The LC investigated the role of acid formation in the process of paper aging. The researchers used capillary electrophoresis to establish the spontaneous generation of formic, acetic, lactic, oxalic, and several other weak aliphatic acids in acid, neutral, and alkaline papers at room temperature at a rate that is fast enough for detectable concentrations of these acids to form in a few months. Thus, neutral papers cannot remain acid-free for long. Weak acids formed in the degradation of cellulose and hemicelluloses have generally been considered not to pose as significant a threat as do stronger acids introduced from acidic alum-rosin size or those formed by absorption of oxides of nitrogen and sulfur from the environment. However, the present findings suggest that these weak acids accumulate at a sufficiently high rate to contribute significantly to the increasing acidity in paper as it ages. Alkaline papers showed appreciably higher rates of accumulation than did other papers, since the acids formed are immediately neutralized and cannot enter into other reactions or dissipate. It was also shown that these weak acids attach themselves strongly enough to paper, probably by hydrogen bonding, that they are not easily dislodged from the paper matrix, even upon airing. Because of this tenacity and because they catalyze their own formation, these acids present a constantly escalating source of damage that can be dealt with only through deacidification (Shahani 2000).

Foxing stains

Local yellow or brown discolorations of paper, often referred to as “foxing stains,” have been the subject of investigation; however, preservation science research has not yet reached a consensus on the cause of this phenomenon. Several factors presumably are involved in this form of paper damage.

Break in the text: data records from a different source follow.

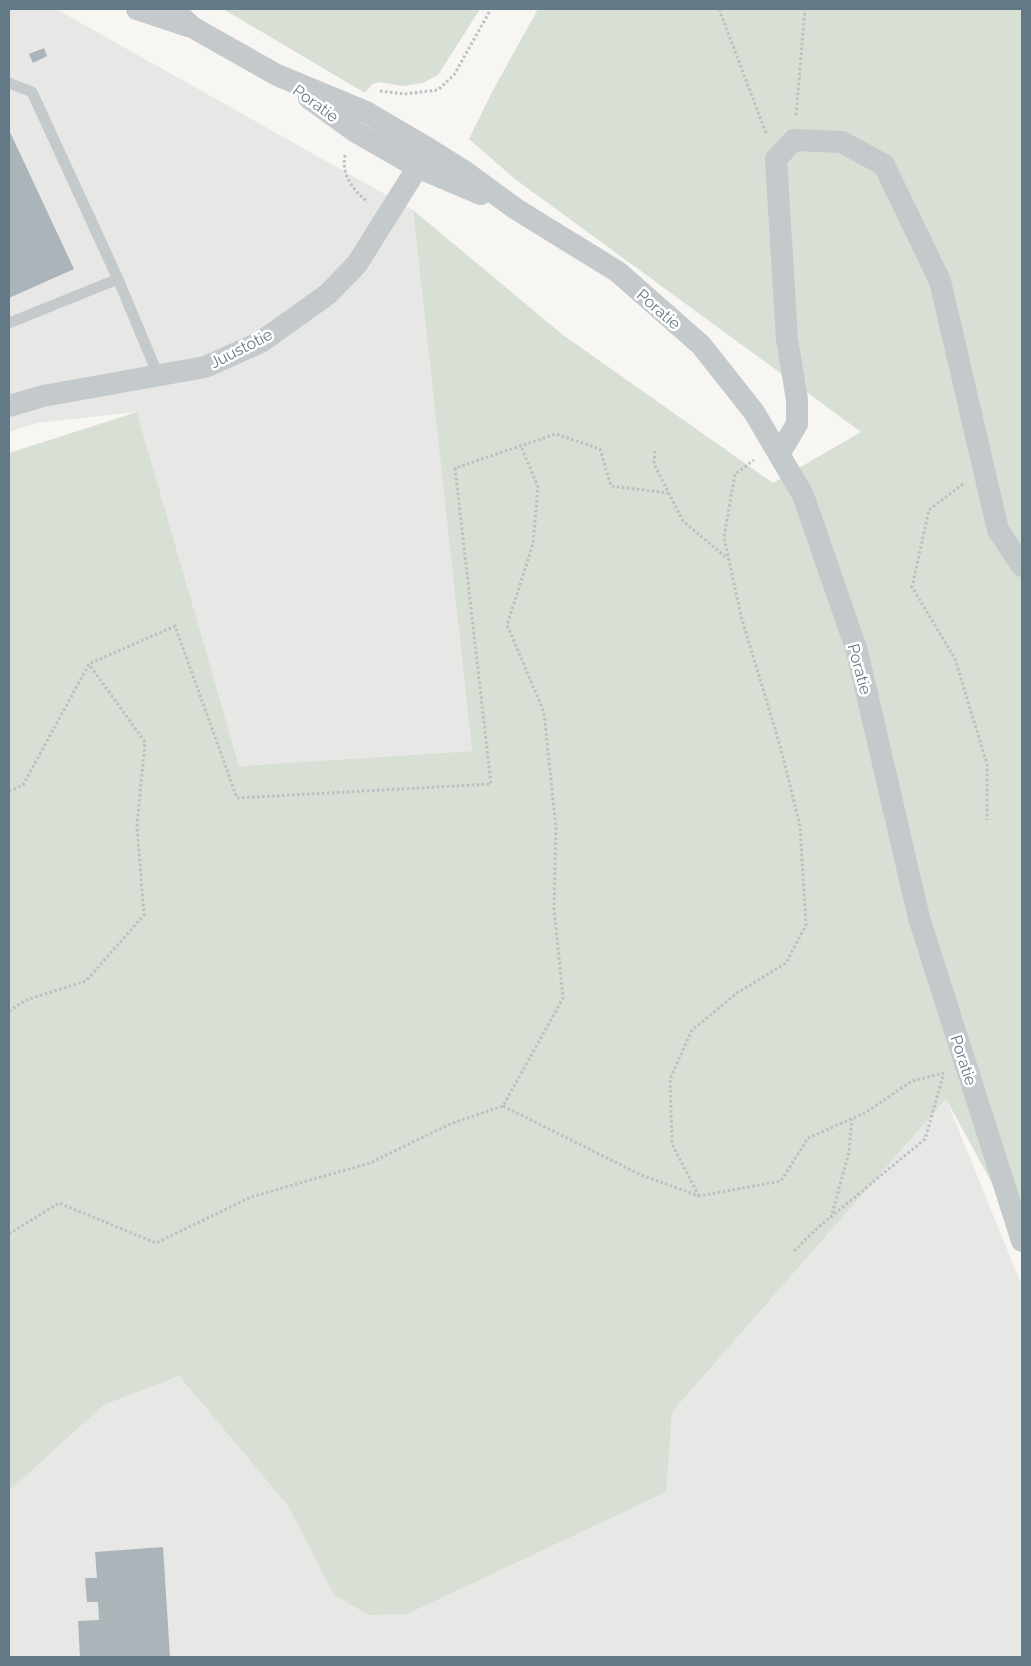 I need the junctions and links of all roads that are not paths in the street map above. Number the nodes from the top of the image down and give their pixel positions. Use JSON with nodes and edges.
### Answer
{"nodes":[{"id":1,"x":137,"y":9,"type":"edge"},
{"id":2,"x":173,"y":9,"type":"edge"},
{"id":3,"x":192,"y":27,"type":"junction"},
{"id":4,"x":277,"y":75,"type":"junction"},
{"id":5,"x":9,"y":83,"type":"edge"},
{"id":6,"x":421,"y":162,"type":"junction"},
{"id":7,"x":516,"y":208,"type":"junction"},
{"id":8,"x":118,"y":279,"type":"junction"},
{"id":9,"x":9,"y":324,"type":"edge"},
{"id":10,"x":158,"y":375,"type":"junction"},
{"id":11,"x":9,"y":406,"type":"edge"},
{"id":12,"x":776,"y":450,"type":"junction"},
{"id":13,"x":1022,"y":566,"type":"edge"},
{"id":14,"x":1022,"y":1241,"type":"edge"}],
"edges":[{"from":1,"to":3,"type":"street","name":"Poratie"},
{"from":2,"to":3,"type":"street","name":"Poratie"},
{"from":3,"to":4,"type":"street","name":"Poratie"},
{"from":4,"to":6,"type":"street","name":"Poratie"},
{"from":4,"to":7,"type":"street","name":"Poratie"},
{"from":5,"to":8,"type":"lane"},
{"from":6,"to":7,"type":"street","name":"Poratie"},
{"from":6,"to":10,"type":"street","name":"Juustotie"},
{"from":7,"to":12,"type":"street","name":"Poratie"},
{"from":8,"to":9,"type":"lane"},
{"from":8,"to":10,"type":"lane"},
{"from":10,"to":11,"type":"street","name":"Juustotie"},
{"from":12,"to":13,"type":"street"},
{"from":12,"to":14,"type":"street","name":"Poratie"}]}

In a joint project of the Université de la Rochelle, the Université de Technologie de Compiègne, and the Musée du Louvre (Paris), two noninvasive techniques-fluorescence and FTIR (Fourier transform infrared spectrometry)-were used to identify chemicals in 154 samples of foxed papers from the seventeenth to the twentieth centuries. The study aimed to define objective criteria for a taxonomy of the foxing stains.

Although fluorescence appeared to produce little chemical information, these researchers maintained that the quantitative measurement of fluorescence would be of significant interest if fluorogenic compounds were the precursors of the brown stains. FTIR provided more insight into the chemical characteristics of the foxing stains than did fluorescence. The use of FTIR spectra as a tool for categorizing foxing stains is discussed in detail by Choicy et al (1997).

Indoor air pollutants

One cause of paper degradation is indoor organic pollutants that are generated from certain storage and exhibit materials. Anne-Laurence Dupont and Jean Tétreault from the CCI are assessing the potential impact of acid-emissive materials on cellulose-containing materials. They use cold extraction pH measurements and determination of the degree of polymerization (DP) of cellulose to assess the effects of acetic acid vapor on various test papers (Dupont and Tétreault, submitted).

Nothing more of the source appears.